Samar terlihat ada dua sosok menunggangi kuda gagah itu. Satu sosok yang sedari tadi terus memegang tali kekang kudanya, dialah tuan dari kuda gagah itu. Sosoknya sendiri lebih gagah dari kuda yang ia tunggangi, memakai pakaian hitam yang membalut tubuh tinggi dan kekarnya, rambut hitam sepunggungnya hanya diikat sebagian dengan sederhana, wajahnya luar biasa tampan, namun dengan garis yang sangat tegas, sorot matanya tajam seperti elang yang memandang lurus kearah jalan di depannya. Jelas bahwa itu adalah sesosok pendekar yang sangat kuat.

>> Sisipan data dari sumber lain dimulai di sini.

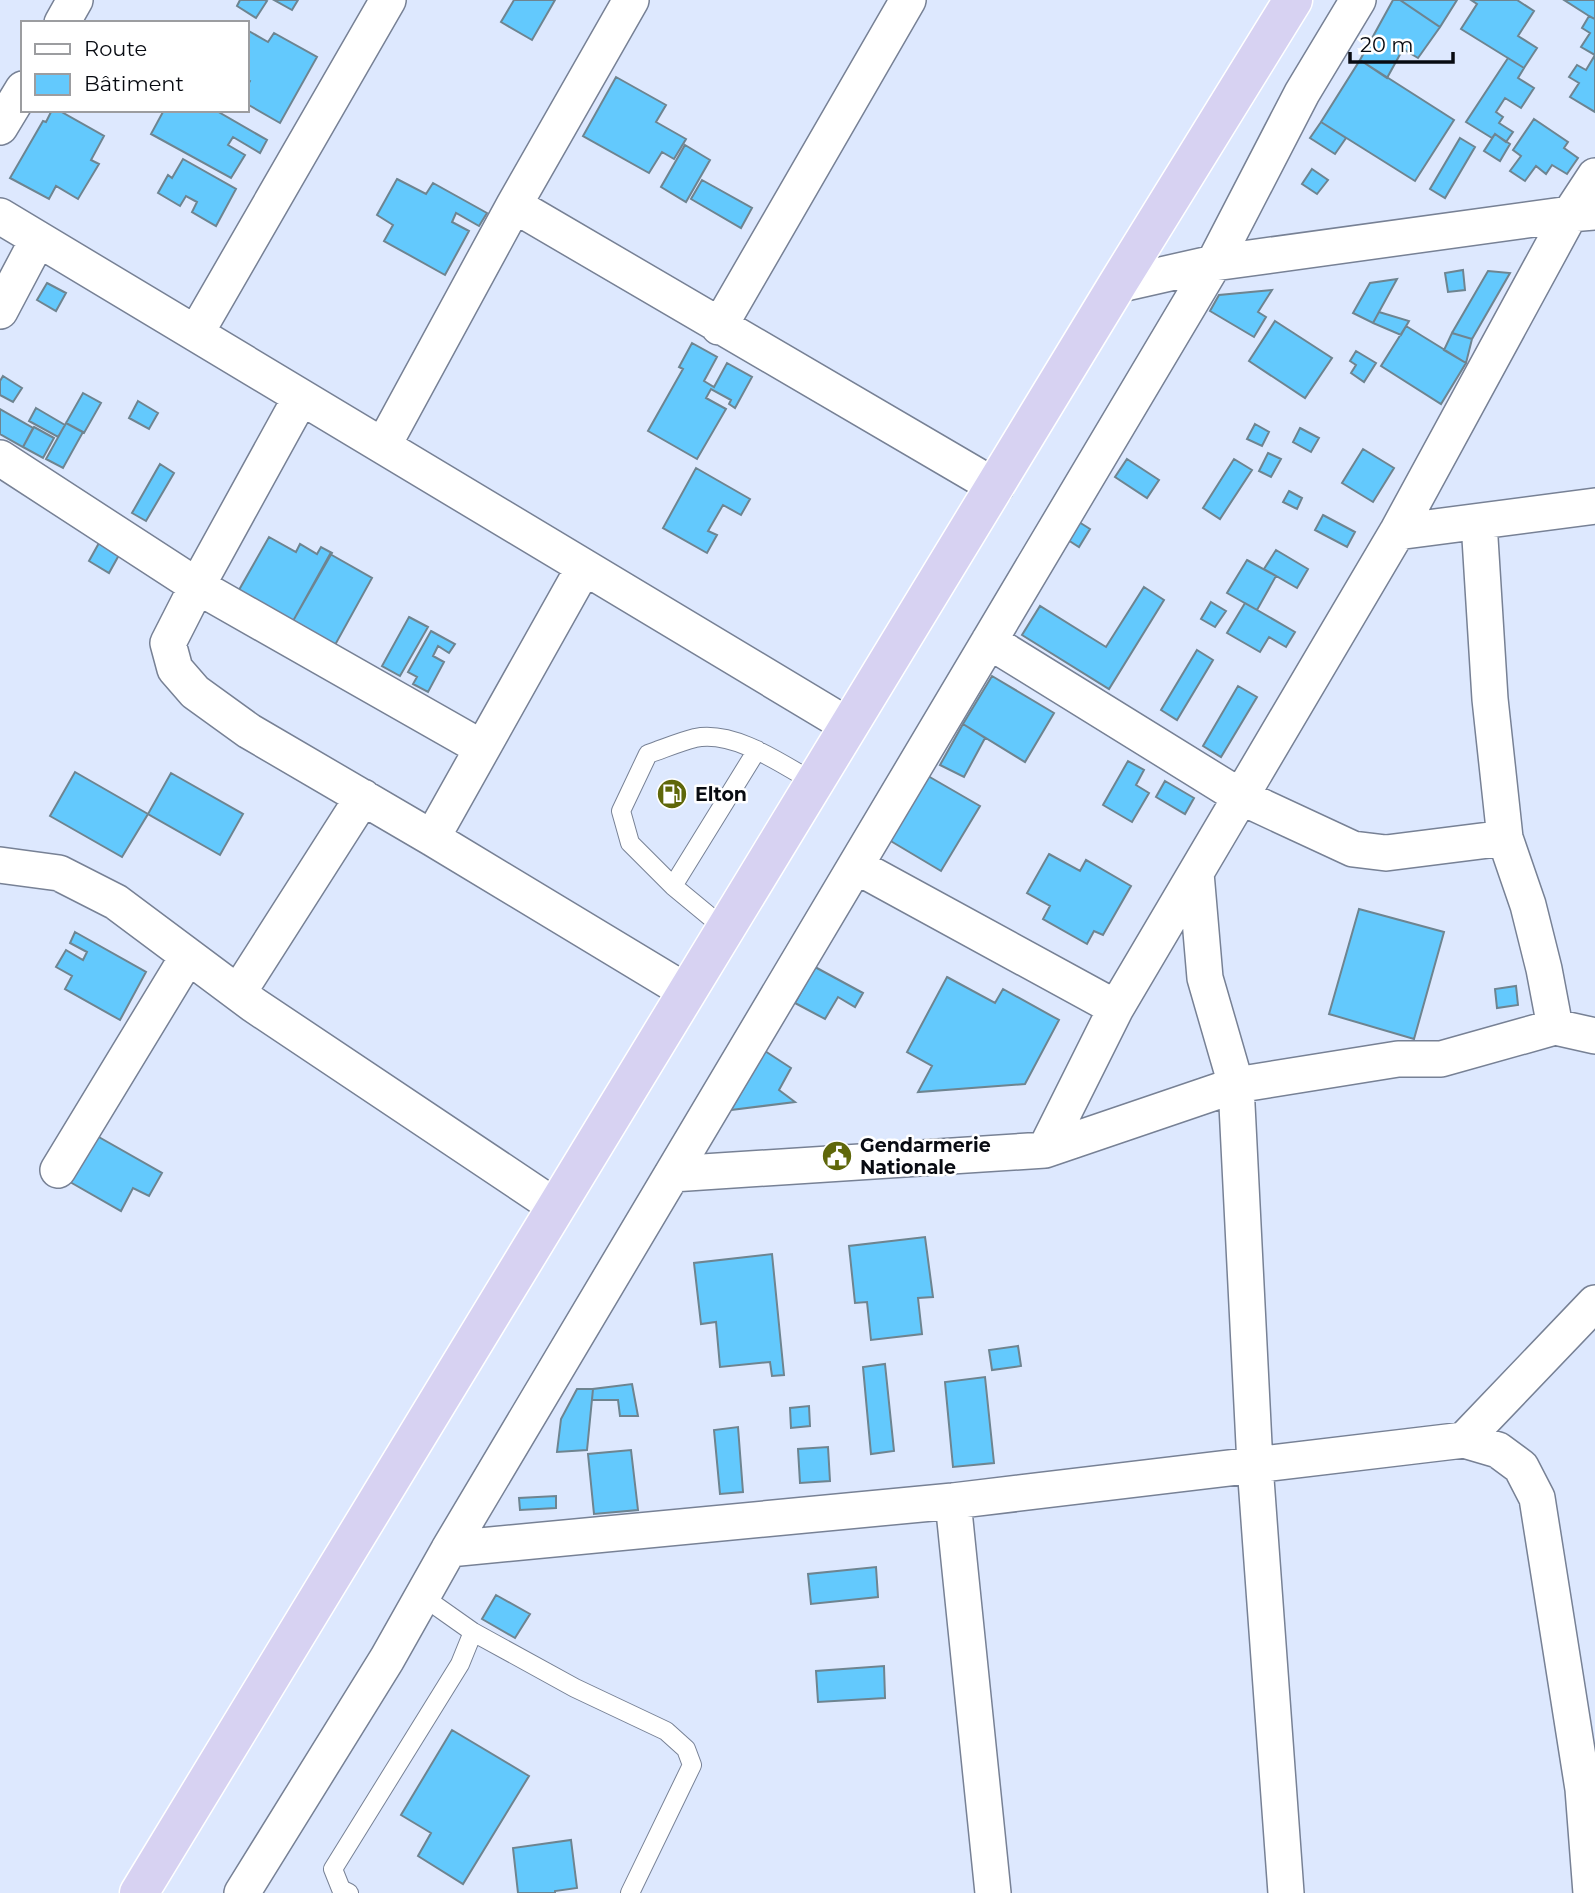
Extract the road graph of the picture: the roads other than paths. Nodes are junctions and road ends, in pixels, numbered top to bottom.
1 (75, 0) edge
2 (388, 0) edge
3 (631, 0) edge
4 (908, 0) edge
5 (1358, 0) edge
6 (1288, 2) edge
7 (63, 21) edge
8 (21, 92) edge
9 (0, 127) edge
10 (1595, 176) edge
11 (514, 205) junction
12 (1582, 213) edge
13 (0, 216) edge
14 (38, 239) junction
15 (1214, 263) junction
16 (1117, 285) junction
17 (0, 311) edge
18 (719, 327) junction
19 (196, 334) junction
20 (301, 397) junction
21 (383, 446) junction
22 (0, 458) edge
23 (996, 487) junction
24 (1595, 506) edge
25 (1479, 522) junction
26 (1397, 532) junction
27 (584, 567) junction
28 (197, 586) junction
29 (989, 641) junction
30 (849, 726) junction
31 (482, 748) junction
32 (757, 750) junction
33 (815, 783) junction
34 (363, 797) junction
35 (1241, 797) junction
36 (432, 838) junction
37 (1505, 838) junction
38 (0, 865) edge
39 (856, 866) junction
40 (1196, 873) junction
41 (673, 886) junction
42 (725, 929) junction
43 (188, 956) junction
44 (687, 992) junction
45 (237, 993) junction
46 (1116, 1008) junction
47 (1555, 1027) junction
48 (1595, 1036) edge
49 (1236, 1085) junction
50 (1045, 1150) junction
51 (58, 1170) dead end
52 (672, 1174) junction
53 (556, 1207) junction
54 (1595, 1303) edge
55 (1464, 1440) junction
56 (1255, 1465) junction
57 (953, 1501) junction
58 (449, 1549) junction
59 (422, 1596) junction
60 (473, 1632) junction
61 (1589, 1788) edge
62 (139, 1893) edge
63 (242, 1893) edge
64 (349, 1893) edge
65 (630, 1893) edge
66 (993, 1893) edge
67 (1286, 1893) edge
68 (1591, 1893) edge

1 - 7 street
2 - 19 street
3 - 11 street
4 - 18 street
5 - 15 street
6 - 16 highway
8 - 9 street
10 - 12 street
11 - 18 street
11 - 21 street
12 - 15 street
12 - 26 street
13 - 14 street
14 - 17 street
14 - 19 street
15 - 16 street
15 - 29 street
16 - 23 highway
18 - 23 street
19 - 20 street
20 - 21 street
20 - 28 street
21 - 27 street
22 - 28 street
23 - 30 highway
24 - 25 street
25 - 26 street
25 - 37 street
26 - 35 street
27 - 30 street
27 - 31 street
28 - 31 street
28 - 34 street
29 - 35 street
29 - 39 street
30 - 33 highway
31 - 36 street
32 - 33 lane
32 - 41 lane
32 - 41 lane
33 - 42 highway
34 - 36 street
34 - 45 street
35 - 37 street
35 - 40 street
36 - 44 street
37 - 47 street
38 - 43 street
39 - 46 street
39 - 52 street
40 - 46 street
40 - 49 street
41 - 42 lane
42 - 44 highway
43 - 45 street
43 - 51 street
44 - 53 highway
45 - 53 street
46 - 50 street
47 - 48 street
47 - 49 street
49 - 50 street
49 - 56 street
50 - 52 street
52 - 58 street
53 - 62 highway
54 - 55 street
55 - 56 street
55 - 61 street
56 - 57 street
56 - 67 street
57 - 58 street
57 - 66 street
58 - 59 street
59 - 60 lane
59 - 63 street
60 - 64 lane
60 - 65 lane
61 - 68 street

Di hadapannya duduk satu sosok lain yang seolah berada dalam kungkungan tubuh sang pendekar, sosok itu berkulit putih dengan pakaian sutra indah membalut tubuhnya yang jauh lebih kecil dari sang pendekar. wajahnya ayu dan halus, hidungnya bangir, bibirnya tipisnya sewarna mawar yang sedang mekar menambah keindahan parasnya, rambut panjang hitamnya digelung diatas kepalanya dengan sebuah mahkota emas, dari mata bening teduhnya terus mengalirkan airmata membuat jejak basah dipipinya hingga menetes mengenai tangan sang pendekar. Sosok gadis ayu itu terlihat sangat rapuh.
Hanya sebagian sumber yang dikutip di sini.